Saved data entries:
━━━━━━━━━━━━━━━━

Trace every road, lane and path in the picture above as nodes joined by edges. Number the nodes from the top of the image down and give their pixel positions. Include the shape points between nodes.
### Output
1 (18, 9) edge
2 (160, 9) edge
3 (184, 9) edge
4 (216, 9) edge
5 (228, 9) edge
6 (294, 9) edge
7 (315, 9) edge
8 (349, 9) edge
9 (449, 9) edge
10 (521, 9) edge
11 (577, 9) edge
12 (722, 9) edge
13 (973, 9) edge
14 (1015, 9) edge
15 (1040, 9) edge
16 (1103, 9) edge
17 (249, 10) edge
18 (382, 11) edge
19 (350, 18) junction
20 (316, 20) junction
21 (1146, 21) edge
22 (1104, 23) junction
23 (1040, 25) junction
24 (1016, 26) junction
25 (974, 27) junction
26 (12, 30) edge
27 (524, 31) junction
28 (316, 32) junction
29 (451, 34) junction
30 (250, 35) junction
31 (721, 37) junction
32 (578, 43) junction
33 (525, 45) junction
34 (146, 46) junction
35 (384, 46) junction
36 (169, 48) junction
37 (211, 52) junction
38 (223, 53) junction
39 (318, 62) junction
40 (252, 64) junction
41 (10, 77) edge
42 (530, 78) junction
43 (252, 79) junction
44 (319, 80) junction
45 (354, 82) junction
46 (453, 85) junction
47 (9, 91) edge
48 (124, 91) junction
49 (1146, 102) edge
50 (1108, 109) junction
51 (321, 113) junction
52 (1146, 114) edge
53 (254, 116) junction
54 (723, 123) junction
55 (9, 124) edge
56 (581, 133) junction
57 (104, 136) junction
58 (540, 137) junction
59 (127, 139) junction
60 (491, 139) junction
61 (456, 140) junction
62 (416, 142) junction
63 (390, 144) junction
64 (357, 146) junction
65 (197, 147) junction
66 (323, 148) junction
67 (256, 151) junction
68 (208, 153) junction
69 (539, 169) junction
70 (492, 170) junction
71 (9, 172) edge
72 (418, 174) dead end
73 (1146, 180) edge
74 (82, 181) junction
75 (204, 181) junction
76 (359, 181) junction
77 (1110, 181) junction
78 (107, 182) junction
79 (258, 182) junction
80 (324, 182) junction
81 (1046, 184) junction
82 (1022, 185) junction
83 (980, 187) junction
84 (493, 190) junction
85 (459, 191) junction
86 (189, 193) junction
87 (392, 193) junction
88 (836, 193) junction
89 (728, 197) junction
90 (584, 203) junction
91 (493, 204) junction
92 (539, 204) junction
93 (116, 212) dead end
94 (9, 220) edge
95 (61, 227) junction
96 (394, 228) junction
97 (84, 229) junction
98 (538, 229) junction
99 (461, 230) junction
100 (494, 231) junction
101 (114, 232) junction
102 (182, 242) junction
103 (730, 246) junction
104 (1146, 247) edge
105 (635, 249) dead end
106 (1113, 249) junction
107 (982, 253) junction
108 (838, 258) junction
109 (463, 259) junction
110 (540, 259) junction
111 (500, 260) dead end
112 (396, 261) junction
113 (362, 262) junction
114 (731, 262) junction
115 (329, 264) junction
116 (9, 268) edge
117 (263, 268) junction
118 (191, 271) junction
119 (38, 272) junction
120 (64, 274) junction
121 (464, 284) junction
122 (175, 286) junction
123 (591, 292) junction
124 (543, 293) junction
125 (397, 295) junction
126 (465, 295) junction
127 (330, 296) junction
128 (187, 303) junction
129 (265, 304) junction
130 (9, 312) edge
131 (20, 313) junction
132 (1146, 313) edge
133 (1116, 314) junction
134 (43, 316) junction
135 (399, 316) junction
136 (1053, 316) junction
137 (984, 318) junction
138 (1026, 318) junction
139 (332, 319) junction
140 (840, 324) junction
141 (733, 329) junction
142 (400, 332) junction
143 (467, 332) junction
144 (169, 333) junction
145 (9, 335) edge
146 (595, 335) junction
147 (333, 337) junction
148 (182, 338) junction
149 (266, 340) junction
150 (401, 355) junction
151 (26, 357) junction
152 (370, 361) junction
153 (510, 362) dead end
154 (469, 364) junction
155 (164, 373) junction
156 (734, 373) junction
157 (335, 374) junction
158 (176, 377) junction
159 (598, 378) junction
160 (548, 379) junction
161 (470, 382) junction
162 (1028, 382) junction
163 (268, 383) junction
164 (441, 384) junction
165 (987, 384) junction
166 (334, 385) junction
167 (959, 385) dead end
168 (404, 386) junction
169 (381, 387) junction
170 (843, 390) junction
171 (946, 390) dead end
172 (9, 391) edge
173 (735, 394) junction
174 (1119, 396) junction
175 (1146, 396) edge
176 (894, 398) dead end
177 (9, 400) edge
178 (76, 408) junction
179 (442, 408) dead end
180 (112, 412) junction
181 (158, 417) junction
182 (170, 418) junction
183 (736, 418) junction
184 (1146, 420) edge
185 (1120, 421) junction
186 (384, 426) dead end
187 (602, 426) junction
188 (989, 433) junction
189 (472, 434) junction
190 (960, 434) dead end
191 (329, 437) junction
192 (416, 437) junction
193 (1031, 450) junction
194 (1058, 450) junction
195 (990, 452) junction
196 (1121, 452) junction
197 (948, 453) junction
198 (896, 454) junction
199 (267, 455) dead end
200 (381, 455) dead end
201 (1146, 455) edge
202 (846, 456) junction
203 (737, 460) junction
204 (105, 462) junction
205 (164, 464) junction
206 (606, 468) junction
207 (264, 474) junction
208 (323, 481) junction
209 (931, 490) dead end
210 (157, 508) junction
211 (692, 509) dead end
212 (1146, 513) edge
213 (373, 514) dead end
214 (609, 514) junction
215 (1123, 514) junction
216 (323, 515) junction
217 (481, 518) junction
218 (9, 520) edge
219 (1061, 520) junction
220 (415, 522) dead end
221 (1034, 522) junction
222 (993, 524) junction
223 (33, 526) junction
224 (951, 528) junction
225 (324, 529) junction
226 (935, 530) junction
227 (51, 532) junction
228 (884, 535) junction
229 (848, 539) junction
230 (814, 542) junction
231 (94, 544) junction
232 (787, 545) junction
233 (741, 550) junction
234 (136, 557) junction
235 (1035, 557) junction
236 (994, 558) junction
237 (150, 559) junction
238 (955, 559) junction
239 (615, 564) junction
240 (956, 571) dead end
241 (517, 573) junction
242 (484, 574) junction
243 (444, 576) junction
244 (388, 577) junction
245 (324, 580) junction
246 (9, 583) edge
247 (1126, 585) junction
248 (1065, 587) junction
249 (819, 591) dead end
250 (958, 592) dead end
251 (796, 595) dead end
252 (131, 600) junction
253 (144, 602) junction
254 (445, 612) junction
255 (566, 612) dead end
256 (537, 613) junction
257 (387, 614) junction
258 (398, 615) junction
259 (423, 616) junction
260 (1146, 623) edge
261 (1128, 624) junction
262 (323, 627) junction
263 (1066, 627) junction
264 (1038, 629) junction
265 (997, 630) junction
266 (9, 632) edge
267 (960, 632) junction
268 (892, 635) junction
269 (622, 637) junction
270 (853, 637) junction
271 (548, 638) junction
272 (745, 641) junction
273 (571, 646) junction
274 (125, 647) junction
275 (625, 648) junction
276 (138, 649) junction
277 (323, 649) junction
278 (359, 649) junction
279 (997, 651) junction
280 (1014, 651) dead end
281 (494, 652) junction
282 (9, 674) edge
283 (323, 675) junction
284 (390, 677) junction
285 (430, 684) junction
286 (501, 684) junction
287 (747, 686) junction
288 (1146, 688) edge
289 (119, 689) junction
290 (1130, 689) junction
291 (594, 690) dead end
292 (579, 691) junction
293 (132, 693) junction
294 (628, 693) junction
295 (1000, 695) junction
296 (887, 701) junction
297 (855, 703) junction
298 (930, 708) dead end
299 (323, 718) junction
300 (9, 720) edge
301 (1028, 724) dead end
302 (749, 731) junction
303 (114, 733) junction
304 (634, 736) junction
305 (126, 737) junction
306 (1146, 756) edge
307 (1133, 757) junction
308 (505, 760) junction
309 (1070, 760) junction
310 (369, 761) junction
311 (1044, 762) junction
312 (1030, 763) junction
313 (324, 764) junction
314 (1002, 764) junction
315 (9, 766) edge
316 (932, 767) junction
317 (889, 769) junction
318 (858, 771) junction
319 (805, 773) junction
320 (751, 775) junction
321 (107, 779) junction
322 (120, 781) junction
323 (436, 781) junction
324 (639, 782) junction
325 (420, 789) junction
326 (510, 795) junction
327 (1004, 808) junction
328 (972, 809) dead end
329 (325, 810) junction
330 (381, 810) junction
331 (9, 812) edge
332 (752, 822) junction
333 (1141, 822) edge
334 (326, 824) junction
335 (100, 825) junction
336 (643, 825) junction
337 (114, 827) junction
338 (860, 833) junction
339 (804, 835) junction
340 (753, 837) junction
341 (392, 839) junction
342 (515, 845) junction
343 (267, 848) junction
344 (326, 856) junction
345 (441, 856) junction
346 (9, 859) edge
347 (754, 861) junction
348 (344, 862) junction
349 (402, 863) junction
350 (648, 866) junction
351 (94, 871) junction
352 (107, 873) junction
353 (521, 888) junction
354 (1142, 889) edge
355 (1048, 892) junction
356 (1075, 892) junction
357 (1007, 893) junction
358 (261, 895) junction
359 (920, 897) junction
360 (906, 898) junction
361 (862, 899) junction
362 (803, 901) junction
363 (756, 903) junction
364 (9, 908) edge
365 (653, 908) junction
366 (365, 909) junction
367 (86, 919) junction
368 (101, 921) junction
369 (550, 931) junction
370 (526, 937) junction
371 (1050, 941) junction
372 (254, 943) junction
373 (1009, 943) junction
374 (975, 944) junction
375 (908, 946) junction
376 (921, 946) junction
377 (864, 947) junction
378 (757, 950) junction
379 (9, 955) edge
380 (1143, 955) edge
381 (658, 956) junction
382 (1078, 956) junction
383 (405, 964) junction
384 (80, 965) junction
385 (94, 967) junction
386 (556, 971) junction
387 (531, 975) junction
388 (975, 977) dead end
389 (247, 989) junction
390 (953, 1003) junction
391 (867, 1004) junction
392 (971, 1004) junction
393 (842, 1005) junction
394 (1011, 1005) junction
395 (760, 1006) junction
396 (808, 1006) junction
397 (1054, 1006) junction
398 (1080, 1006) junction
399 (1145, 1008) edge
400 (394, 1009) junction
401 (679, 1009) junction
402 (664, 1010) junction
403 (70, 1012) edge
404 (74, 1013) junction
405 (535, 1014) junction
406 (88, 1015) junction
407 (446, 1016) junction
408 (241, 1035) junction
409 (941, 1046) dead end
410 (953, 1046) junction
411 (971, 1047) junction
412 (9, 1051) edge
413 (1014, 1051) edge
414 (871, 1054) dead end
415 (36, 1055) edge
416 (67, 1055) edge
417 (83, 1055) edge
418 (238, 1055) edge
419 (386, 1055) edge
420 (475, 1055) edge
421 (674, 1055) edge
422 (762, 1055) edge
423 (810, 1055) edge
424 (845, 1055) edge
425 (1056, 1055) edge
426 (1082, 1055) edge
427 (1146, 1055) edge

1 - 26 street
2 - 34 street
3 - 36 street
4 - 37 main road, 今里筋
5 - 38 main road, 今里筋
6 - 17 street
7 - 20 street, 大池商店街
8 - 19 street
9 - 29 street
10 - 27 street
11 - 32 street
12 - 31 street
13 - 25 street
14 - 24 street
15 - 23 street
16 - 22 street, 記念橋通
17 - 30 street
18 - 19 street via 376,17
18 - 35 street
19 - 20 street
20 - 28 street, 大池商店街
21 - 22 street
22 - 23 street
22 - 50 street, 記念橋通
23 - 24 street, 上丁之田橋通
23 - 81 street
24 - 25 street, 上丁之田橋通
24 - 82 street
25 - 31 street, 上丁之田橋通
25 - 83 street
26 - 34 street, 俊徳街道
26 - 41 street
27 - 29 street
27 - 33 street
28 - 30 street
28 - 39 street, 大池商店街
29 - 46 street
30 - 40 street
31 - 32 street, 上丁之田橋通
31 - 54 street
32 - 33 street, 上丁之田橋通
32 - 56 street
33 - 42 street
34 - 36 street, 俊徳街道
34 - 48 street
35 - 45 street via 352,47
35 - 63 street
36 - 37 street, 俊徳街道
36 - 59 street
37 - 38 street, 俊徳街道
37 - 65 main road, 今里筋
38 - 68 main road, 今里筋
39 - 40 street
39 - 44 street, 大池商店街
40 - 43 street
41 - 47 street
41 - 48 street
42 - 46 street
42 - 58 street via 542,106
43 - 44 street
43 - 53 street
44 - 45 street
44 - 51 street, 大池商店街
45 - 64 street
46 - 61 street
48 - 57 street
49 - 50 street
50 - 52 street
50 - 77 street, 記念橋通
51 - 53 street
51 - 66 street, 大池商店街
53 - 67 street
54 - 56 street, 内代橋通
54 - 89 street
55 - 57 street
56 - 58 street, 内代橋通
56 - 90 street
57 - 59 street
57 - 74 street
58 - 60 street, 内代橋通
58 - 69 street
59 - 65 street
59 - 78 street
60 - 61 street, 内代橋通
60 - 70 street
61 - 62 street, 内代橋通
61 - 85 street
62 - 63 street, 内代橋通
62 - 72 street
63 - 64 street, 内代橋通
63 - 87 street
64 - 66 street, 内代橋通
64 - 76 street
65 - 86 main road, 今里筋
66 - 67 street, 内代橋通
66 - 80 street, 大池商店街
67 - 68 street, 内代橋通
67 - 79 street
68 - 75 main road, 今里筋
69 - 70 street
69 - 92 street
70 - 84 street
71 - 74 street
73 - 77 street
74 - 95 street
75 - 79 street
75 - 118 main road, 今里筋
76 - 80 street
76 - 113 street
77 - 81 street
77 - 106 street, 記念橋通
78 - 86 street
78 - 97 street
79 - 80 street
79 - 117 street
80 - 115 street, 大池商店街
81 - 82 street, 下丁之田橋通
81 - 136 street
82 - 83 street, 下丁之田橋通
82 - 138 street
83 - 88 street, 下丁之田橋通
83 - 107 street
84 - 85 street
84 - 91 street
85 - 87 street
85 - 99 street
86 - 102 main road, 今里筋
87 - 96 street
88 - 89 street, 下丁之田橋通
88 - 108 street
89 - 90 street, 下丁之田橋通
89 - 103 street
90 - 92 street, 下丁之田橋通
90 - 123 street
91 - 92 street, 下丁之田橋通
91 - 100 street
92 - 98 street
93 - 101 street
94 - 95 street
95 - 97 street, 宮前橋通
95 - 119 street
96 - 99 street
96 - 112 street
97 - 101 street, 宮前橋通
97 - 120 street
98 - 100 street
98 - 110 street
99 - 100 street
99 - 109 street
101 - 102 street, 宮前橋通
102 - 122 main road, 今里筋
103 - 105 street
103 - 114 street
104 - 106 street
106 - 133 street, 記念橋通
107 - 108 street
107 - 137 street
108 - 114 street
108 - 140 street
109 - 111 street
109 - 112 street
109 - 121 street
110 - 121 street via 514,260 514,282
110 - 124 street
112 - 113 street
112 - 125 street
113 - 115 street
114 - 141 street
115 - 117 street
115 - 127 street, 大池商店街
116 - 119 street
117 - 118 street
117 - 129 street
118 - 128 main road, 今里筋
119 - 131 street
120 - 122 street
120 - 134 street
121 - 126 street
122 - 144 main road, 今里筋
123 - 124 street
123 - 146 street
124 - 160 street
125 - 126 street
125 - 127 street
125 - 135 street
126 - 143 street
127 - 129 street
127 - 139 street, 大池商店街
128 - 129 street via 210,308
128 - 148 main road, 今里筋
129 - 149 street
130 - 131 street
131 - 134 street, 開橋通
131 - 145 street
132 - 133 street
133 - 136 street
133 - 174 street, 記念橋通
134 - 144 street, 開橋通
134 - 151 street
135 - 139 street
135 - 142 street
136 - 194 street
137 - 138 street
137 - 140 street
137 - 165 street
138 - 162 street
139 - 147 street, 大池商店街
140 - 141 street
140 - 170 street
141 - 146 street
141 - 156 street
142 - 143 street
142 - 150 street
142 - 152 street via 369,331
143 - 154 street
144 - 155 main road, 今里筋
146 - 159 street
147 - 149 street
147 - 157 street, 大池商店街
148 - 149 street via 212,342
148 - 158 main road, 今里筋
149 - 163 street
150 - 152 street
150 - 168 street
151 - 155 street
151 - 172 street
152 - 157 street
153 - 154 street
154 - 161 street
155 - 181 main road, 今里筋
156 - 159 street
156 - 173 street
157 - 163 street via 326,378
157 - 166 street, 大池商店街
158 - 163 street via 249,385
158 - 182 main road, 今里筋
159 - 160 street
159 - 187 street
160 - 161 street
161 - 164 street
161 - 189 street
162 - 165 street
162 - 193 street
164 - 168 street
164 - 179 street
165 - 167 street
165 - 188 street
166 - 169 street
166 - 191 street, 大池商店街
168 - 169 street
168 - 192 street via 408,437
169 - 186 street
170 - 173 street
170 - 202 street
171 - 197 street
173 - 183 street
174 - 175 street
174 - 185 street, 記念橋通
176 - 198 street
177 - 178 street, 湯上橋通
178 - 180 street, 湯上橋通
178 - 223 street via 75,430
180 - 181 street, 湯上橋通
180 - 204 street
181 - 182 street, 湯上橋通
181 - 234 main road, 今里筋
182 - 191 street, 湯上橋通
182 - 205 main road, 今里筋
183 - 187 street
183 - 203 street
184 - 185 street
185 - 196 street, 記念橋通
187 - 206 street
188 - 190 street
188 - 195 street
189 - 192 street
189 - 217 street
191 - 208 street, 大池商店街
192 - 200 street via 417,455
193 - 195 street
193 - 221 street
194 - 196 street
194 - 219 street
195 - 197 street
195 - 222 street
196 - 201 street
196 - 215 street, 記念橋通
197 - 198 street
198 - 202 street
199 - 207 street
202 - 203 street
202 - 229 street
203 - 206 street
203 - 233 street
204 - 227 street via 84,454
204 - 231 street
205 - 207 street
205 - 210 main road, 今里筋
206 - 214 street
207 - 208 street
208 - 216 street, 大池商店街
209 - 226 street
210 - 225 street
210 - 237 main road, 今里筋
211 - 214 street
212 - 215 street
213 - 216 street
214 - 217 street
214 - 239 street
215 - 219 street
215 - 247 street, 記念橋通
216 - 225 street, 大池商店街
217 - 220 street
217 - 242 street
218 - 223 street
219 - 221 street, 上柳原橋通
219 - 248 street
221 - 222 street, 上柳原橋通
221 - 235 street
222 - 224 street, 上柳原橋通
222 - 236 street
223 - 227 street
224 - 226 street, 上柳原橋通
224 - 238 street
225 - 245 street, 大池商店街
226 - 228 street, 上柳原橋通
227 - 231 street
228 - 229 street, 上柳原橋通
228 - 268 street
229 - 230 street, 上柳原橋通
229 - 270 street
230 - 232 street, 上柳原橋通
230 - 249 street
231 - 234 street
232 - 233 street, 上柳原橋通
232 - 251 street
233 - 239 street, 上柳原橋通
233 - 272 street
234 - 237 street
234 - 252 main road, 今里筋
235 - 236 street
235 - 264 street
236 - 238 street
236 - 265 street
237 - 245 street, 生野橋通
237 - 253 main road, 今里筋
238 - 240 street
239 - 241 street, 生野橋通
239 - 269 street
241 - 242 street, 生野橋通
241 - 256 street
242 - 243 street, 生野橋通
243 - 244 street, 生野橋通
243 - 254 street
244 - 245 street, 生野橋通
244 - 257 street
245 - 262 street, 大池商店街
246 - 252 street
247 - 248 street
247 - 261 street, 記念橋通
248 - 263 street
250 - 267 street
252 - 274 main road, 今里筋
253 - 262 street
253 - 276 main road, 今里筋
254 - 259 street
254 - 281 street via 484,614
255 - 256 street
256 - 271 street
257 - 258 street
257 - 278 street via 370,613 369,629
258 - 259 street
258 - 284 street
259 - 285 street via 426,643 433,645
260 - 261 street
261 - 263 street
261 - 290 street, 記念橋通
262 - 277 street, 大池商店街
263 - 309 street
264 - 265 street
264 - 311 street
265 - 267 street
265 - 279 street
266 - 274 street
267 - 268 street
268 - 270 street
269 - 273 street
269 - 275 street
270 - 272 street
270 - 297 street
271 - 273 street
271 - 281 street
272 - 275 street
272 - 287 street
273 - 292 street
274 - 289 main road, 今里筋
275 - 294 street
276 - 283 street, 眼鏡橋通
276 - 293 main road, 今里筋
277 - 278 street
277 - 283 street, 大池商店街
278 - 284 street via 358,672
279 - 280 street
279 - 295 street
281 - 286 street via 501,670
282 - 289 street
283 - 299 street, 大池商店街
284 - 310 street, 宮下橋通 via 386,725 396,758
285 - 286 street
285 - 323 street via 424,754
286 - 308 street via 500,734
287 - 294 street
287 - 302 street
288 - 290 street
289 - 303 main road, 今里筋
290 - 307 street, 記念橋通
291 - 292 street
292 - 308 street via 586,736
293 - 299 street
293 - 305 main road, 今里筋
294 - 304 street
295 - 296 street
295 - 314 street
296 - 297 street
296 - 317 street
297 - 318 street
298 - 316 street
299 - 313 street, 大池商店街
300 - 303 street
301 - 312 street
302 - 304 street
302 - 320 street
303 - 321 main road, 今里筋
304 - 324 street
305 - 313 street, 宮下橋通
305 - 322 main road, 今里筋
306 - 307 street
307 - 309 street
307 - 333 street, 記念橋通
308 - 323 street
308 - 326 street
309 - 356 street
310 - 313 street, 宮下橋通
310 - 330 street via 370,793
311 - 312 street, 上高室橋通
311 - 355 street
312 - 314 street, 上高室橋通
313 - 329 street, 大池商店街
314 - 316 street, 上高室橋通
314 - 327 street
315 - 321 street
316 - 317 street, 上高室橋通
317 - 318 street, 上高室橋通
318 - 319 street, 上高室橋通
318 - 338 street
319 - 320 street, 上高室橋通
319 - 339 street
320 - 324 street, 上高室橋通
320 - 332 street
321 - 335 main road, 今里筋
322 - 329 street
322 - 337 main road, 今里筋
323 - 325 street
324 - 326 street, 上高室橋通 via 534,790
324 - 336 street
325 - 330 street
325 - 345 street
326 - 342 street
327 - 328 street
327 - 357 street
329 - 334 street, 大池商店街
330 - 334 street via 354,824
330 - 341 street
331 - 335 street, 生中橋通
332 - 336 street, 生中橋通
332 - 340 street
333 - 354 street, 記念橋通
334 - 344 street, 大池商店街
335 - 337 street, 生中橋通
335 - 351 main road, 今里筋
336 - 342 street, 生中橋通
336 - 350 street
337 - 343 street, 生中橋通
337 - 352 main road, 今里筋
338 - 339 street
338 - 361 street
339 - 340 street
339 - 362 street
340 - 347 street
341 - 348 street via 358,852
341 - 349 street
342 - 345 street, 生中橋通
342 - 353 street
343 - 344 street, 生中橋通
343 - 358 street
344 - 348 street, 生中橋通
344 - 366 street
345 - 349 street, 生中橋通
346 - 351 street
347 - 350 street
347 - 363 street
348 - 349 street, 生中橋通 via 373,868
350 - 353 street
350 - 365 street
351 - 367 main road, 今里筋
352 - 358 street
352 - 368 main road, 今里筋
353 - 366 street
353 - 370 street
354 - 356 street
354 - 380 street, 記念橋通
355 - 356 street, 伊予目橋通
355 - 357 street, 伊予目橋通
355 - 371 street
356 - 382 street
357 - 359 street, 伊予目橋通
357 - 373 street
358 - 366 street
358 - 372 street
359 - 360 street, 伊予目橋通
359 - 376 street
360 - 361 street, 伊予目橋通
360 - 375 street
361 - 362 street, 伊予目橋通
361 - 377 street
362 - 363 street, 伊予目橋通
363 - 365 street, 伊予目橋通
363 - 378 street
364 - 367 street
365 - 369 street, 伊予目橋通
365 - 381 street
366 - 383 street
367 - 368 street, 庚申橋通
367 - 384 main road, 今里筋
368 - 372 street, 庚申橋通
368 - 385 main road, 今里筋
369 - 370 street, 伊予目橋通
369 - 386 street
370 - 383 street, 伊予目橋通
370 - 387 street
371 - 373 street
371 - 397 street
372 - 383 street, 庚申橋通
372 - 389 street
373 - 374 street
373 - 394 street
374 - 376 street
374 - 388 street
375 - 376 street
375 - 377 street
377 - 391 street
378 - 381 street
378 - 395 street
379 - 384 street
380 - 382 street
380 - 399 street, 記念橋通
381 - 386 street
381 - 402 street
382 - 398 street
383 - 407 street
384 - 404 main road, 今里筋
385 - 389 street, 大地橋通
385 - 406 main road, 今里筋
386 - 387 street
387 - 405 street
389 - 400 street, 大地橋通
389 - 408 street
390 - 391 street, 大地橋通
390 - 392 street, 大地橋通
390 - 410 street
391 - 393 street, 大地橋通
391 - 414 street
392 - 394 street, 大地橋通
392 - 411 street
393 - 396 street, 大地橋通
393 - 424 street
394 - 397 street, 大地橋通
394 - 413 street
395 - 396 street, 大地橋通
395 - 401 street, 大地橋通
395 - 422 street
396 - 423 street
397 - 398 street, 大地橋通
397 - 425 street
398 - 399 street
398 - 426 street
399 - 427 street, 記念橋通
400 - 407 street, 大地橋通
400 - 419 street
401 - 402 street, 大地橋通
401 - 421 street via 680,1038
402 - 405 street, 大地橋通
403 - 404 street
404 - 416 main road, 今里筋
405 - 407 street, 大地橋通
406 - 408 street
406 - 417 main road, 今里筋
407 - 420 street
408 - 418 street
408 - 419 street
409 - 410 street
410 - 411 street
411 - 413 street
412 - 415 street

━━━━━━━━━━━━━━━━

:: About this exercise ::
Every line above in which the word "下丁之田橋通" is present must be copied into the answer.

:: Problem solution ::
81 - 82 street, 下丁之田橋通
82 - 83 street, 下丁之田橋通
83 - 88 street, 下丁之田橋通
88 - 89 street, 下丁之田橋通
89 - 90 street, 下丁之田橋通
90 - 92 street, 下丁之田橋通
91 - 92 street, 下丁之田橋通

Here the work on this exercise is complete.